13 Responses to “Uninformed, Unhinged, and Unfair — The Monbiot Rant (via The Scholarly Kitchen)”

  1. Garret Cotter Says:

    Wow. What a bitter and petty rant.

    Well we all know the reason they’re so touchy about it is because they’re usually failed academics themselves.

    There, I said it. Miaow. Sue me.

  2. telescoper Says:

    There are some interesting follow-up comments on Monbiot’s article here:

    http://www.guardian.co.uk/science/2011/aug/31/real-cost-academic-publishing

    and in Jon Butterworth’s Guardian blog

    http://www.guardian.co.uk/science/life-and-physics/2011/sep/01/1

  3. Some very valid points in your piece on the “racket”. I think you should re-publish / tweet this, perhaps with any updates you have since 2008. A call for change !

    In the area of research I have been looking into recently there appear to be at least 400 journals on the university’s official list (with a handful of 4-Stars, against which you can be assigned brownie points) despite none being specific to our area of activity. Surely the purpose of communicating one’s research and ideas is so that others can respond, learn from and perhaps improve on them. Rackets aside, the journal system appears to be be extremely slow inefficient and ineffective at doing this, only reinforced by academic tradition.

    Oh, and the papers… Perhaps I’m just lazy or have better things to do, but most papers are impossible to read, bogged down in literature review, tying themselves up with having to constantly reference other people’s work plus other chaff – just get to the point ! Most could / should written in one or two paragraphs, preferably with a couple of diagrams. Hope this is better in physics. (subject for another time)

  4. Albert Zijlstra Says:

    arXiv is better for disseminating papers than the journals are themselves. Wat we get for the journal charges is quality control. That should not be thrown away too easily. Having a paper accepted by a journal perceived as having good quality gives a seal of approval. Respected scientists don’t need it – their papers will be read no matter where they are published, but junior scientists or people from less famous institutions would be at a disadvantage. If we were to depend on ArXiv only, it would not only increase the amount of junk, but could also make the field more conservative.

    (Page charges are another way to make sure less well funded competitors remain sidelined. They are unscientific.)

    (Citation counting does not need the journals. ADS is faster, better, cheaper, and more complete than the commercial databases which are based on selected journals only. )

    When I worked for the publishing industry (a long time ago), the main discussion seemed to be (apart from how much to overcharge on postage) how the company could keep hold of copyright in the era of electronic publishing.

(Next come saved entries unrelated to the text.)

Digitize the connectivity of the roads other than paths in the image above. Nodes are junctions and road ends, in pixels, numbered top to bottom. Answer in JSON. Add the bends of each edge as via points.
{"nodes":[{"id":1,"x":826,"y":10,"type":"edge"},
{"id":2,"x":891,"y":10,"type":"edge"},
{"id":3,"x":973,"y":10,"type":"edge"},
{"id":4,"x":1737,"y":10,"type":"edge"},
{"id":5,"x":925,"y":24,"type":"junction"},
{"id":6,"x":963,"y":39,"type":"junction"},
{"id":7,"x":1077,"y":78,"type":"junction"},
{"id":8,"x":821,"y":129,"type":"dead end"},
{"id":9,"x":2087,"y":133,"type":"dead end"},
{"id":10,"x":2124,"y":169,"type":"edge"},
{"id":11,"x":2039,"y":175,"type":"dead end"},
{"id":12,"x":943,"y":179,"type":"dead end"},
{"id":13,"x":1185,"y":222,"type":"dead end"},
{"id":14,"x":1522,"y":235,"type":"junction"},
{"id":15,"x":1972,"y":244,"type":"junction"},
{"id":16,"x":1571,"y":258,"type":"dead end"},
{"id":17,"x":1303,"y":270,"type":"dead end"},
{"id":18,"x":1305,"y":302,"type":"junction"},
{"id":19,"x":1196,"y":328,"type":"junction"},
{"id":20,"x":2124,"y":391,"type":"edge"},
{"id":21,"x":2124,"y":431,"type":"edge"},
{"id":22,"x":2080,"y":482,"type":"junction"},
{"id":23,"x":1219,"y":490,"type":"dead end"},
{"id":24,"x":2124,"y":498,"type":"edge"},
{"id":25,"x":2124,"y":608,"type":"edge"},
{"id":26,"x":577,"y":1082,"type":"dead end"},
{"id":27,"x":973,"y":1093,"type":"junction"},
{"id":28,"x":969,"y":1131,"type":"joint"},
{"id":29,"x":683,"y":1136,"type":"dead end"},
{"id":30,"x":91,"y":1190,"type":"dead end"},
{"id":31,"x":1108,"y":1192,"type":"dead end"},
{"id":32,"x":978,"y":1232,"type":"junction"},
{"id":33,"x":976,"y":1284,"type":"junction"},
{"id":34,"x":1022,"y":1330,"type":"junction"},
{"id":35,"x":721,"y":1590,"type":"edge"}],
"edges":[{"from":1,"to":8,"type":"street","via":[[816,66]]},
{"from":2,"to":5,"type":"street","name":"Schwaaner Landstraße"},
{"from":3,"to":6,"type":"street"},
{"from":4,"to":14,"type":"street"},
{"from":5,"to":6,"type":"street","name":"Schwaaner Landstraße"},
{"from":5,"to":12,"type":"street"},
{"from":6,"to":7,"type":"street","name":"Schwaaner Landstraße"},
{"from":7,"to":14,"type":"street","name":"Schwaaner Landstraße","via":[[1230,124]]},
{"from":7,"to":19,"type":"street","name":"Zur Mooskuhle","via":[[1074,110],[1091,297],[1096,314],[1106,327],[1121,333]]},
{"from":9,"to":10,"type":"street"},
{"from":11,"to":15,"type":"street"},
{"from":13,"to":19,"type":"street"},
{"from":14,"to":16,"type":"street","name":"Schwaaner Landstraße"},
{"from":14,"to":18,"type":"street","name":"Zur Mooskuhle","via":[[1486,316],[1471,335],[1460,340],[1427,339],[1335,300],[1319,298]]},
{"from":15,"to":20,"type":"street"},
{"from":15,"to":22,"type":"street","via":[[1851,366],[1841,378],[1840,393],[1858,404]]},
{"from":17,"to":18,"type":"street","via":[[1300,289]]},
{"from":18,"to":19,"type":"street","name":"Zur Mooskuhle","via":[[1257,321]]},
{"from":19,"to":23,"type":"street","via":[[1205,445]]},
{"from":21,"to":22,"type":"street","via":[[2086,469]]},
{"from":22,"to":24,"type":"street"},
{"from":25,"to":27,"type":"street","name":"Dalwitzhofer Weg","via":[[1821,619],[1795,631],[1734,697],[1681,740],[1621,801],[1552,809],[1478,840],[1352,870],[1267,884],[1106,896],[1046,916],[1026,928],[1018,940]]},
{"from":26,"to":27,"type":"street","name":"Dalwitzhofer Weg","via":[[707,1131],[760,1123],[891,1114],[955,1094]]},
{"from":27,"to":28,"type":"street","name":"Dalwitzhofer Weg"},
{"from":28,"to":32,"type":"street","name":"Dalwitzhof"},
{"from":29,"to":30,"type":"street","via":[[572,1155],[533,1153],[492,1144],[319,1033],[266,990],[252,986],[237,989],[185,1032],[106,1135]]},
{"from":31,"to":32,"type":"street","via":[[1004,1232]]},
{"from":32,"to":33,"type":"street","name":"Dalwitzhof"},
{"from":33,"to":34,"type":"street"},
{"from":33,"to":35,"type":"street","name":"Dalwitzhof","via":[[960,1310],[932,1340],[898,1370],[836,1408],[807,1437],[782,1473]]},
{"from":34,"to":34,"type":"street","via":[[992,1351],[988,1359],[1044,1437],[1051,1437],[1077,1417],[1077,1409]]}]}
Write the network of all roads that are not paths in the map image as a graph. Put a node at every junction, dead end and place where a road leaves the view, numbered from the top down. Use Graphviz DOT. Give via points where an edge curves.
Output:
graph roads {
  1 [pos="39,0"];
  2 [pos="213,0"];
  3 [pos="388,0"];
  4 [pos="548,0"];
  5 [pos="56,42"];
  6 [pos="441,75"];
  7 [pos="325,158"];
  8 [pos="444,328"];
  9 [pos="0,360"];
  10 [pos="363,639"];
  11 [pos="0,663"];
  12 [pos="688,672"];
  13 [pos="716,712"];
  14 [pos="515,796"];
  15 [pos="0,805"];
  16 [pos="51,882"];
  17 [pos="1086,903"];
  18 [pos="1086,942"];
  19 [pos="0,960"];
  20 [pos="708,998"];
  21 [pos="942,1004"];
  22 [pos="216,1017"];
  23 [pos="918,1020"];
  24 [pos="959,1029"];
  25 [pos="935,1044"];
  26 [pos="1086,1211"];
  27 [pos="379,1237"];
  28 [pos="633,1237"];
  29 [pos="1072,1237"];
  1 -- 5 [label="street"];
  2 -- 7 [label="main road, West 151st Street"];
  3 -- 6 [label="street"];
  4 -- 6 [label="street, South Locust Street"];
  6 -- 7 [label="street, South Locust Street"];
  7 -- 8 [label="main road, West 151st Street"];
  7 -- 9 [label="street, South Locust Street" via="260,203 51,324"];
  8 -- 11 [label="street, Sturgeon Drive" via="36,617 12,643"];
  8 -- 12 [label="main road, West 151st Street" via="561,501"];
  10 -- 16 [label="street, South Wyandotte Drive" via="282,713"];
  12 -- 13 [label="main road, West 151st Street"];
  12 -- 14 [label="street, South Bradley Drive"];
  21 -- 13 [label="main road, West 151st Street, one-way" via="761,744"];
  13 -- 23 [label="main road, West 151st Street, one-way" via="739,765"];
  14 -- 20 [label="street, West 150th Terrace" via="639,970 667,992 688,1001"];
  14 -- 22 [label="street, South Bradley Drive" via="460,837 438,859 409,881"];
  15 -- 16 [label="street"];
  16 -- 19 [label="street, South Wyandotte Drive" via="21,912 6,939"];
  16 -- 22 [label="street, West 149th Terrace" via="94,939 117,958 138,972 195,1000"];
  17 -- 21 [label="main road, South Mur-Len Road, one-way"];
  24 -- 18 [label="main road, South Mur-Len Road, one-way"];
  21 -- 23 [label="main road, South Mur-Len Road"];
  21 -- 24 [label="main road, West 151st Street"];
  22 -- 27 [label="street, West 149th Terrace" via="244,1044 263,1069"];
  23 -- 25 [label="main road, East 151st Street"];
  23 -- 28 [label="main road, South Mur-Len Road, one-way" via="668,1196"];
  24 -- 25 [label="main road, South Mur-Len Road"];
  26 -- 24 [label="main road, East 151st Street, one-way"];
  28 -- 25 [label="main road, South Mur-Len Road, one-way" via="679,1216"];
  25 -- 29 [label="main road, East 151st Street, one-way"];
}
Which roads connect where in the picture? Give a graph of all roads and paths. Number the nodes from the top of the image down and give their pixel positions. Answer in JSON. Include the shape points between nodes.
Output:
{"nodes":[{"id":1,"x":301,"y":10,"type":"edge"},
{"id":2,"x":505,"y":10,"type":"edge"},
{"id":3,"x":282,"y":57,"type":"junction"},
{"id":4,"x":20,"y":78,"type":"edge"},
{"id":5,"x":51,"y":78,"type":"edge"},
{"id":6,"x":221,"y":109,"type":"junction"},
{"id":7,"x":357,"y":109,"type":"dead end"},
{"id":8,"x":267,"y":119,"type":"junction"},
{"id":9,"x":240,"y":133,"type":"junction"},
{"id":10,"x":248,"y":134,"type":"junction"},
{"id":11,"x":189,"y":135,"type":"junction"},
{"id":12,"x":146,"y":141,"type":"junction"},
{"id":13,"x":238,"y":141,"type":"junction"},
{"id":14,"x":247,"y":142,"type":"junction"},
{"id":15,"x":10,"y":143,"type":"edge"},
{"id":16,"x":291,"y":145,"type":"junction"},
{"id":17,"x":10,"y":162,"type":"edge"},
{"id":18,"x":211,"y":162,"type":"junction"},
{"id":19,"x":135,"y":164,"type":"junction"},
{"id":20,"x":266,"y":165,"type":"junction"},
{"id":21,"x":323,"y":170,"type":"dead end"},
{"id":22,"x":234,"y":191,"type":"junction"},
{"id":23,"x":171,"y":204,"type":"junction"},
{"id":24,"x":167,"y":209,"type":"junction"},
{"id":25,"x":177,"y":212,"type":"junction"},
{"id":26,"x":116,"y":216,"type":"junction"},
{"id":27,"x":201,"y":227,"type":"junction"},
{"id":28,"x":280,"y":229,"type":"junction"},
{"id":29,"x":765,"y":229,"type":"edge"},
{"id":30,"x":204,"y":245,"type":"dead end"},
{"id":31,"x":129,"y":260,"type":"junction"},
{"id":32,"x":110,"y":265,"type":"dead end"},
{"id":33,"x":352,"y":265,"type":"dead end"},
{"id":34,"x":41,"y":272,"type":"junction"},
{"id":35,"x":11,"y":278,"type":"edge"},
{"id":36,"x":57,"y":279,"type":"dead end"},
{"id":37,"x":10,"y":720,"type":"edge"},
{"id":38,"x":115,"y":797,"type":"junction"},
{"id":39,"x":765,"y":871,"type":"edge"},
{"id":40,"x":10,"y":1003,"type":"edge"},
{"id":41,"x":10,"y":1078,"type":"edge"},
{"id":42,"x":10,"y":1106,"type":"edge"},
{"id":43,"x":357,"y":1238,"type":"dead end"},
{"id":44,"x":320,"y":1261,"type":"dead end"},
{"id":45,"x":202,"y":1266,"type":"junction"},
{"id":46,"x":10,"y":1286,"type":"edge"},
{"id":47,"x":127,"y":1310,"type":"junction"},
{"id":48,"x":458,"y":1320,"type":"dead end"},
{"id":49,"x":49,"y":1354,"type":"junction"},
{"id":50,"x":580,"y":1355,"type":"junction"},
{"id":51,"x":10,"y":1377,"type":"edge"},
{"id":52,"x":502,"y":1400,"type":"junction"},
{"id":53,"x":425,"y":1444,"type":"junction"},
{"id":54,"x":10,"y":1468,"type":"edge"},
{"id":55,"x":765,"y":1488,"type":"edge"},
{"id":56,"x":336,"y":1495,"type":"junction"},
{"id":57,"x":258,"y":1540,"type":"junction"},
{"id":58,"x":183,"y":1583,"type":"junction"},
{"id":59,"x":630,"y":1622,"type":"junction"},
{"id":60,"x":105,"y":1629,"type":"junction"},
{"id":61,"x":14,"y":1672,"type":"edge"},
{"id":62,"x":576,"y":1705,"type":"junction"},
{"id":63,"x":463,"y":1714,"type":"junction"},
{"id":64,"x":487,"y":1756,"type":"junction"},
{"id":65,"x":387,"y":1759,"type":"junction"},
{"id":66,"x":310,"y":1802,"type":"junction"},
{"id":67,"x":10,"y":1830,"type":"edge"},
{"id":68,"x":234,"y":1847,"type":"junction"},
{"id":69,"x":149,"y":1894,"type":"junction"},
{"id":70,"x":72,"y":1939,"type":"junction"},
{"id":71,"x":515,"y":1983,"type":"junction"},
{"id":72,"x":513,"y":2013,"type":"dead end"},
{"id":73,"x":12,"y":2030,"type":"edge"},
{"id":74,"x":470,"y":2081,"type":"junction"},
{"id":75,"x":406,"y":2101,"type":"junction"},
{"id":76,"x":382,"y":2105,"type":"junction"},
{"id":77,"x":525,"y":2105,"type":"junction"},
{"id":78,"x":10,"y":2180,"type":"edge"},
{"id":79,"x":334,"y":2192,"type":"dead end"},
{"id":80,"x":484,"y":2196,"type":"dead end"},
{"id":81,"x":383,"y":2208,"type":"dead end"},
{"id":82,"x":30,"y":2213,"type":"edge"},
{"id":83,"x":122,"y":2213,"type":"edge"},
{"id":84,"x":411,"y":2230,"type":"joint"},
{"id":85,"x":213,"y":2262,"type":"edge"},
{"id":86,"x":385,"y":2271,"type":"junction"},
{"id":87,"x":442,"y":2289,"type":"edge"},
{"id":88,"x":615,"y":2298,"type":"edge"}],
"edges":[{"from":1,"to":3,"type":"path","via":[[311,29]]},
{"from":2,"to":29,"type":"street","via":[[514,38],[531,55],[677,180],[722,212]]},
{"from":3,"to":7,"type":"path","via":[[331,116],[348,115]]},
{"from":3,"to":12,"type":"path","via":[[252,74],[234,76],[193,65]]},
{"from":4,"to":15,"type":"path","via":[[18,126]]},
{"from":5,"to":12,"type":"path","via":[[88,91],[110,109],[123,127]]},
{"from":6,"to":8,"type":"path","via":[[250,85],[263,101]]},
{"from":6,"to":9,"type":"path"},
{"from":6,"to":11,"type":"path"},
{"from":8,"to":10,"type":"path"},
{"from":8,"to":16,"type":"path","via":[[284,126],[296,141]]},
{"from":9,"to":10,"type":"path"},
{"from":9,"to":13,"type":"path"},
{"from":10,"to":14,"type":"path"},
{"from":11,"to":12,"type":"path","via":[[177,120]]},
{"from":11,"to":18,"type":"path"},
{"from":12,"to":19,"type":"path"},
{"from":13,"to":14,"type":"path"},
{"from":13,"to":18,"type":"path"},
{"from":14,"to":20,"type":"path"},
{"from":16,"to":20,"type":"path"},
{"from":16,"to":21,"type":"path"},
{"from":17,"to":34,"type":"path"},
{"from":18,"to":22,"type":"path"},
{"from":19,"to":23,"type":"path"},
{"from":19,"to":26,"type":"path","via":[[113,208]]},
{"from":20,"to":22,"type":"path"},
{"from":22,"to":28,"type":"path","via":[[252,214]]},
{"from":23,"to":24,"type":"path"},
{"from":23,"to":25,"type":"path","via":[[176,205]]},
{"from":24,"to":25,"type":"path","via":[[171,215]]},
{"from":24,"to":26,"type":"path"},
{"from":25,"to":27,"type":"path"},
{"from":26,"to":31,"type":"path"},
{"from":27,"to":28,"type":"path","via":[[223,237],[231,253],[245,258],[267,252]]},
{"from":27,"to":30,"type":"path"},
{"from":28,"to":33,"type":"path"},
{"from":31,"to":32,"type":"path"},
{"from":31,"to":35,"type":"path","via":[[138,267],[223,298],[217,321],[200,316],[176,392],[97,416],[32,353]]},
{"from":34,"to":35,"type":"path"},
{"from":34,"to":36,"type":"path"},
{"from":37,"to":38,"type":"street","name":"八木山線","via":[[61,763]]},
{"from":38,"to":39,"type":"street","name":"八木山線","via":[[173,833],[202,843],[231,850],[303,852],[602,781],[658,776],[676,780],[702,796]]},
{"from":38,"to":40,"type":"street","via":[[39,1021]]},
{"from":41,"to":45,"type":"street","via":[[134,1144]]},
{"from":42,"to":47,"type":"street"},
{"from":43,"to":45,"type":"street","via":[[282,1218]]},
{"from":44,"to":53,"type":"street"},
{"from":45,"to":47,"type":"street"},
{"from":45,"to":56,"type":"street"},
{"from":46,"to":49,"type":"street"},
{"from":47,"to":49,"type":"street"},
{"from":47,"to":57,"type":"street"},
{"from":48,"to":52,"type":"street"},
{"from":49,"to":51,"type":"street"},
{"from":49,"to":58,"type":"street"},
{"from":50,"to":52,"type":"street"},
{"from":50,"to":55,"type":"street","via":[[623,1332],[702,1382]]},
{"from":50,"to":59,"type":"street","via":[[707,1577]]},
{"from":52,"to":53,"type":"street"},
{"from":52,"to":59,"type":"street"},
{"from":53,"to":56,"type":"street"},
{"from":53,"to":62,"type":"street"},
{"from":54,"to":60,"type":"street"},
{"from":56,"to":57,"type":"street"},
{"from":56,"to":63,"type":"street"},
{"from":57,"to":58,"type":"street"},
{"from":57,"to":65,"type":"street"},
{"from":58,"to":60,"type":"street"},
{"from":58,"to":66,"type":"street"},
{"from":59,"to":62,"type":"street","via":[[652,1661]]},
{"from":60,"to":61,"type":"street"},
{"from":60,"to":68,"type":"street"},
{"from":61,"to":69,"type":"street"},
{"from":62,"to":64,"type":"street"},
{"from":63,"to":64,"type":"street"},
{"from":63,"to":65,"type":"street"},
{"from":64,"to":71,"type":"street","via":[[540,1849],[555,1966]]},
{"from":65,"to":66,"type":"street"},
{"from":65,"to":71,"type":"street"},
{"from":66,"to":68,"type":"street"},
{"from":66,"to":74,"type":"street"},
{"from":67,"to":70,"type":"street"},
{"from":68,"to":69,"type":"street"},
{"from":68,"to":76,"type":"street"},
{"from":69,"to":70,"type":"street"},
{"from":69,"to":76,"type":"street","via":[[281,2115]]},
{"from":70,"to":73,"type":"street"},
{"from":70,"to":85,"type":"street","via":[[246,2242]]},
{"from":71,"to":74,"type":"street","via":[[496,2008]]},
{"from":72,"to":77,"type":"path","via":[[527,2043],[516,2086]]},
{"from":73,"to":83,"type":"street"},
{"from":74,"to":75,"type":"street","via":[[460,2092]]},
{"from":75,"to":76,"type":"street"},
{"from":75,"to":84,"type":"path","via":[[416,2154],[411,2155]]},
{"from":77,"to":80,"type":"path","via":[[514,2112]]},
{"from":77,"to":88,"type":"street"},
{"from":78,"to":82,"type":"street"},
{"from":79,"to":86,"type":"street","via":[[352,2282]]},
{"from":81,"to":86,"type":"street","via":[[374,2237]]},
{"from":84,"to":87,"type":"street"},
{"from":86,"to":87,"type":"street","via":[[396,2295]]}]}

It amazed people how easily academics sign away the copyright to their work.

    On the issue of copyright, the funding agencies could help.

    Conference proceedings (which noone ever reads) seem to have become much cheaper to publish .

    • telescoper Says:

      I’m not sure journals do control the quality, actually. After all, they publish my papers.

      • Albert Zijlstra Says:

        The better the papers, the more they can charge. Maybe you should try to reduce the cost by submitting poorer papers and see what you can get past the referees? A race to the bottom (where have I heard that one?) or a search for the least publishable increment.

  5. Whoa! You have to look at this

    A couple of quotes:

    “Research Libraries UK, a network of libraries of the Russell Group universities and national libraries, has already warned journal publishers Wiley and Elsevier that they will not renew subscriptions at current prices.”

    “UK universities, according to RLUK, spend almost £200 million on access to journals and databases—10 per cent of quality-related funding”

    10 per cent! Will you now agree that it’s a ripoff?